Voltaram para onde nunca tinham estado
De repente, tiveram de fugir. Já o sabiam à algum tempo, já o sabiam à muito tempo: como algo inato à sua consciência. Mas é sempre repentinamente que temos de abandonar tudo por nada. Quando a guerra começou, os canhões estalaram no céu e todos os ovos se abriram (quereriam fugir à morte certa?) Esconderam-se na cave. Fecharam a porta sempre aberta.
De manhã, escolheram as roupas para por nas minúsculas e inutilizáveis malas. Tinham minutos para fugir. Enfiaram as roupas preferidas nas malas, uma manga na mala, uma boneca na mala. Pequenas memórias a quem se agarra quem tudo perde. Não havia tempo para chorar. Arrancaram e viram ao fundo do horizonte a vida a perder a proximidade. A cadela perseguiu-os durante algum tempo. A mangueira dançava na brisa com as mangas verdes penduradas, desconhecendo que nunca mais as meninas iriam subi-la descalças e roer-lhe os caroços.
Não havia água. Não havia leite. Havia pó.
Ou fugiam, ou eram mortos. Era a escolha. Ou fugiam ou violavam as filhas.

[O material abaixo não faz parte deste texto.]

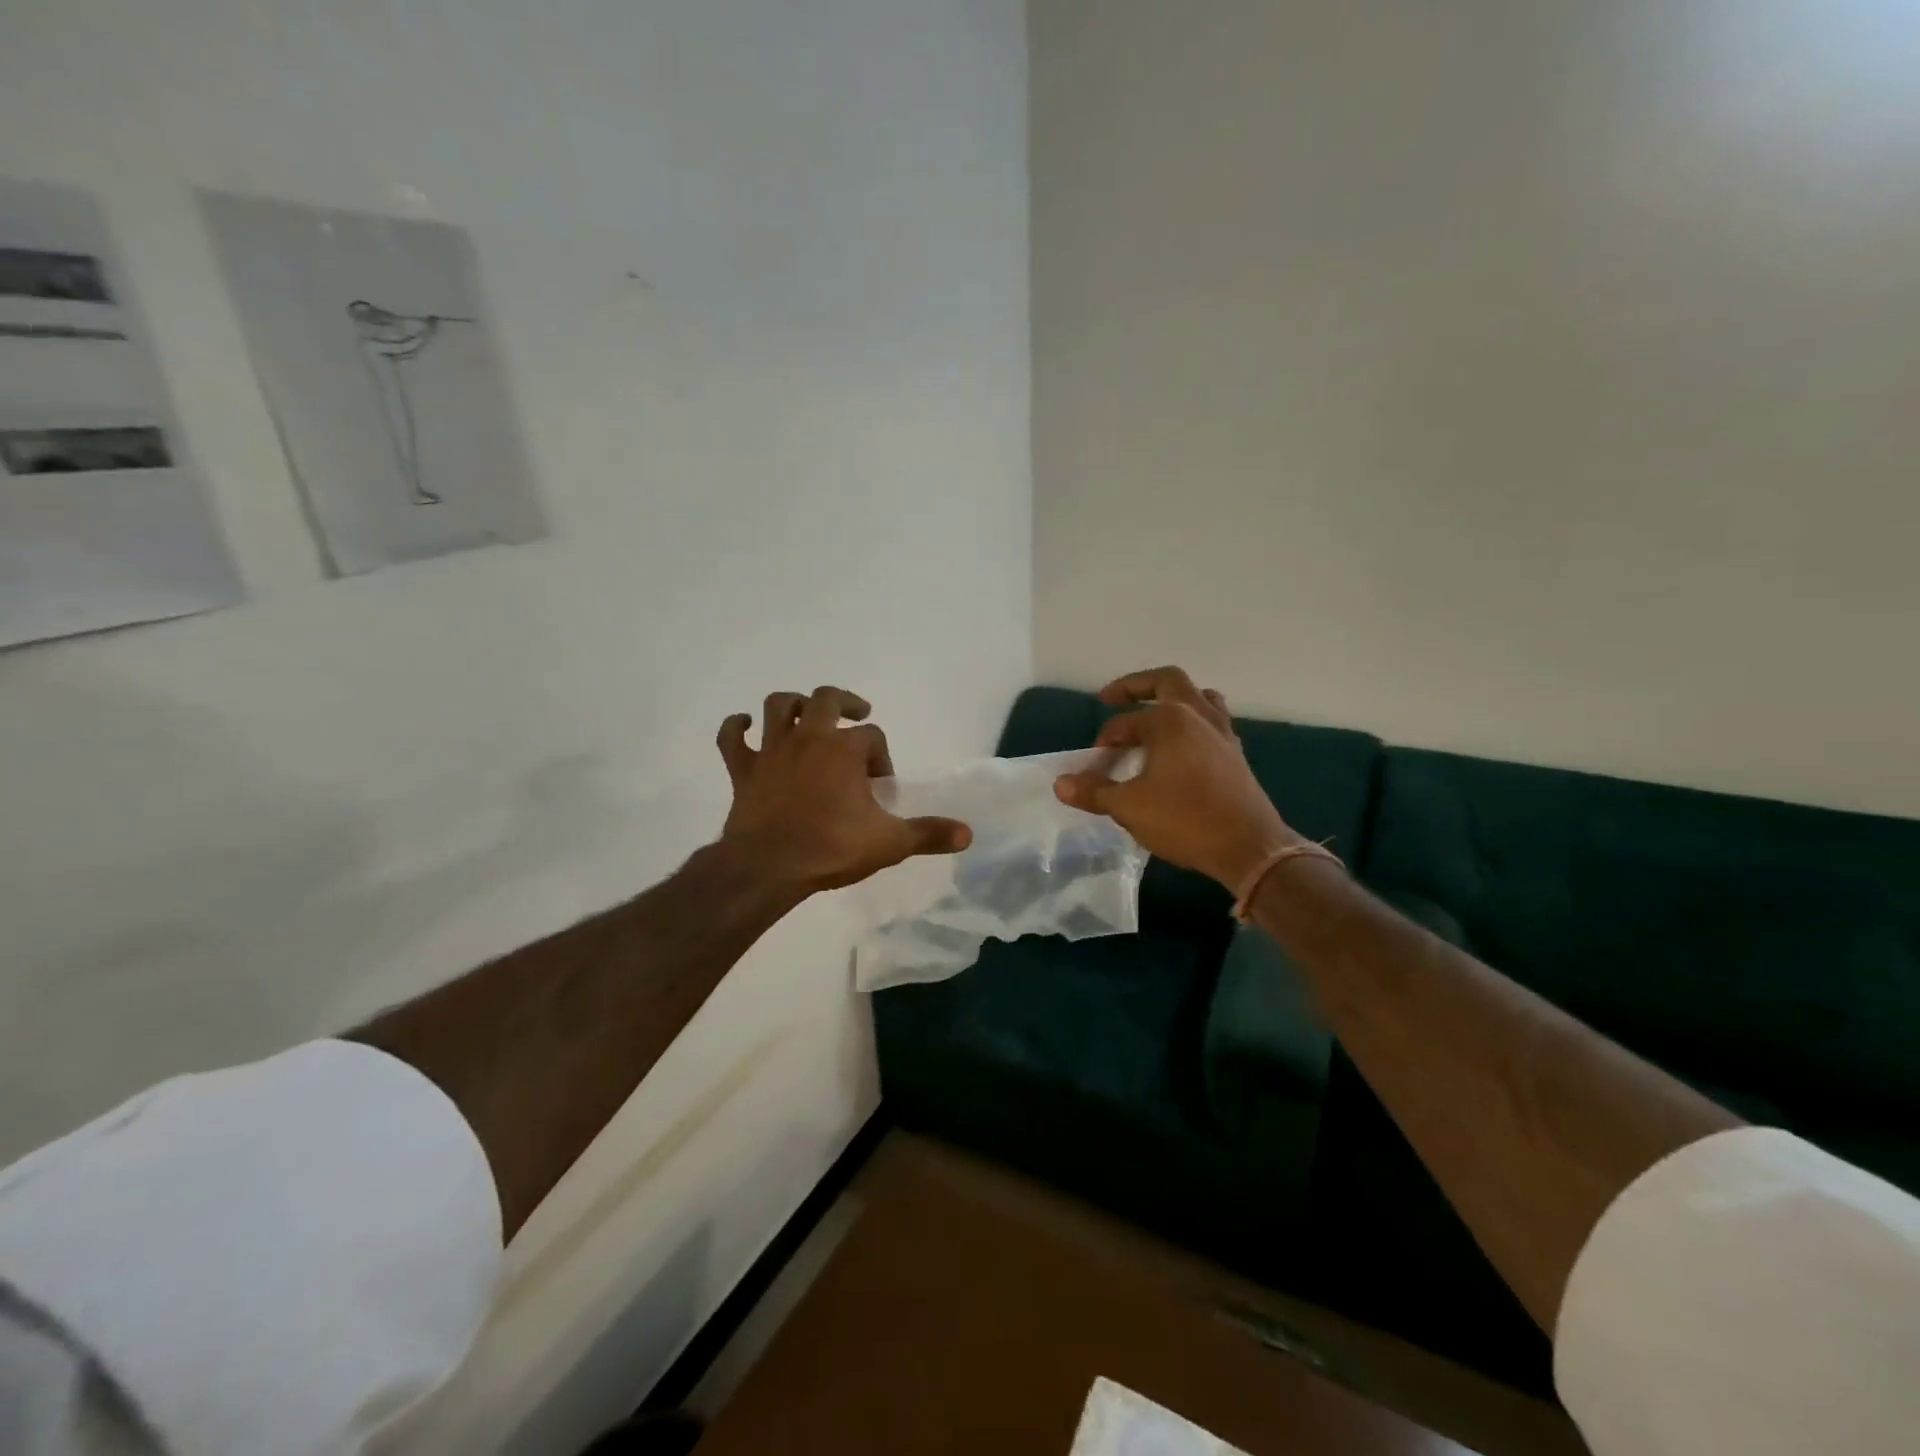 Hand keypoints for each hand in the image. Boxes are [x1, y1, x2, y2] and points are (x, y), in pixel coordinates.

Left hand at [716, 686, 971, 893]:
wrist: (768, 867)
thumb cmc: (831, 849)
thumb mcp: (889, 843)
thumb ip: (928, 834)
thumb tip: (968, 833)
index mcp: (844, 750)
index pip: (872, 737)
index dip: (881, 756)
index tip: (882, 786)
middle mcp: (808, 738)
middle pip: (826, 699)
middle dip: (845, 702)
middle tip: (857, 712)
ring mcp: (772, 751)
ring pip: (777, 706)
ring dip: (792, 703)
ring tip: (804, 711)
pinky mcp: (743, 770)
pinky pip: (732, 739)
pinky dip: (736, 727)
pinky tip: (744, 726)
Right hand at [1054, 667, 1300, 891]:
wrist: (1248, 848)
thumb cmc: (1185, 820)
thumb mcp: (1129, 807)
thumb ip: (1094, 791)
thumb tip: (1060, 783)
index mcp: (1170, 720)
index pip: (1124, 723)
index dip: (1103, 743)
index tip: (1092, 767)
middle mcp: (1198, 715)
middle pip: (1167, 681)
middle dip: (1137, 686)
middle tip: (1112, 697)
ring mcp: (1222, 733)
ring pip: (1198, 697)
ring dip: (1173, 699)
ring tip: (1154, 713)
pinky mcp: (1236, 753)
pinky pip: (1212, 721)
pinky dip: (1192, 722)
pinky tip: (1181, 746)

Ou fugiam ou cortavam os seios das mulheres grávidas para não poderem amamentar os filhos.
Não podiam parar. Carcaças dormiam nas beiras das estradas. Cadáveres dos filhos no banco de trás. Mas tinham de continuar.
Podiam trazer 5 contos por pessoa.
Não tinham mais nada.
Uma mala.
Roubaram as fotos do filho morto.
Roubaram o dinheiro.
Chegaram e não tinham nada.
Os familiares não os conheciam. Eram estranhos. Imigrantes.
Vinham roubar o trabalho dos brancos.
Vinham roubar o trabalho dos portugueses.
Eram retornados. Abaixo de cão.
E a sua casa não era em lado nenhum. Nunca mais foram livres. De dia ainda sonham com os mergulhos no rio, com as árvores, a roça, a escola velha, o chão de terra-batida. Ainda sonham com os amigos mortos, as amigas violadas, a filha baleada sem um cemitério. O animal de estimação de tantos anos abandonado à porta do aeroporto. As vozes. Não havia pátria para eles.